Lewis left Freetown as a teenager and moved north, first to Washington, D.C., and then to New York City, where she worked at a variety of jobs, including typesetter at The Daily Worker, pheasant farmer, dressmaker, docent in the Hall of African Peoples at the American Museum of Natural History, and chef at Café Nicholson in Manhattan and Gage & Tollner in Brooklyn. Eventually, through acquaintances in the food world, she met Judith Jones, the cookbook editor at Knopf who had worked with, among many others, Julia Child, James Beard, Madhur Jaffrey, and Joan Nathan. Jones was entranced by Lewis' stories of growing up in Freetown and the food she and her family grew, gathered, raised, and ate. Every week for a winter, Lewis would visit Jones to share stories; Jones' questions and prompts, she found, inspired near-perfect recall of her childhood, and she would go home and write those stories down on yellow legal pads. The result was the book The Taste Of Country Cooking, published in 1976.
There is something extremely comforting about reading about someone else's idyllic childhood. In Freetown, there's a time and a place for everything (often preordained by the position of the stars in the sky), everyone has a job to do, even the children, and they're all happy to do it. The Taste Of Country Cooking tells the story of a typical year in Freetown, starting in spring and ending in winter, told through evocatively titled menus: "A Spring Breakfast When the Shad Were Running," "A Cool-Evening Supper," "Making Ice Cream on a Summer Afternoon."
There were no freezers in Freetown—all the ice was cut from the river in the wintertime and stored in the icehouse, another community project—and the only form of refrigeration was a wooden box submerged in a nearby stream.

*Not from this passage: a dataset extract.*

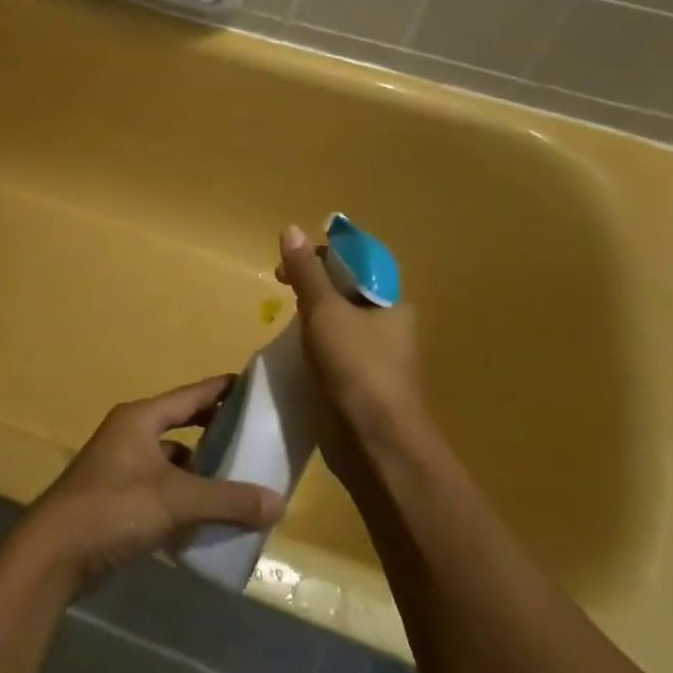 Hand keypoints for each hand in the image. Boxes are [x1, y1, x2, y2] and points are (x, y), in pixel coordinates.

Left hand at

Everything else had to be carefully preserved and stored. Food was closely tied to the seasons: that shad only came in spring, chickens were best for frying in early summer, and wild grapes were at the ripest at twilight in the early fall. When the book was published in the '70s, after Americans had spent several decades enamored of convenience food, seasonal cooking had become such a novelty that hippie back-to-the-land types who embraced it considered themselves revolutionaries. In the foreword to my edition of The Taste Of Country Cooking, Alice Waters, one of the leaders of that revolution, writes that Lewis was an inspiration to cooks of her generation: "For her, always, as it had in her childhood, pleasure flowed unstoppably out of doing. She saw clearly that the store-bought cake never brings lasting satisfaction; true contentment comes from baking it yourself, by hand, for someone you love."
Lewis mentions more than a few times in The Taste Of Country Cooking that some of the flavors of her childhood are no longer available. The beef doesn't taste right, what's labeled "mutton" is usually just older lamb, many of the vegetables and herbs she loved are impossible to find in city markets. But this book isn't a lament for the Good Old Days, and it's not a polemic about the importance of eating only fresh food or a call for the revival of Southern cuisine (though it was, in fact, instrumental in promoting both). Instead, it's a gentle reminiscence, an immersion in a lost way of life. In that respect, it reminds me of other books I loved when I was a kid about other kids growing up long ago: All-Of-A-Kind Family, Betsy-Tacy, Homer Price, and, most of all, the early books of the Little House series. In fact, I think if my mother had sat my sister and me down for our evening bedtime story and read us The Taste Of Country Cooking, we wouldn't have complained. (This impression is reinforced by the line drawings scattered throughout the text.) What the book lacks in narrative momentum—there are no petty arguments or episodes of bad behavior and none of Lewis' relatives or neighbors is even mentioned by name except for Aunt Jennie Hailstalk, "an elegant lady and masterful cook, who envied no one," and Uncle George, who always brought the bourbon—it makes up for in detail. Hog butchering, as anyone who ever read Little House In The Big Woods could tell you, is dramatic enough without inserting any petty infighting. (And yes, there is a pig's bladder! But while the Ingalls girls used theirs as a toy, the Lewis children turned theirs into a Christmas decoration.)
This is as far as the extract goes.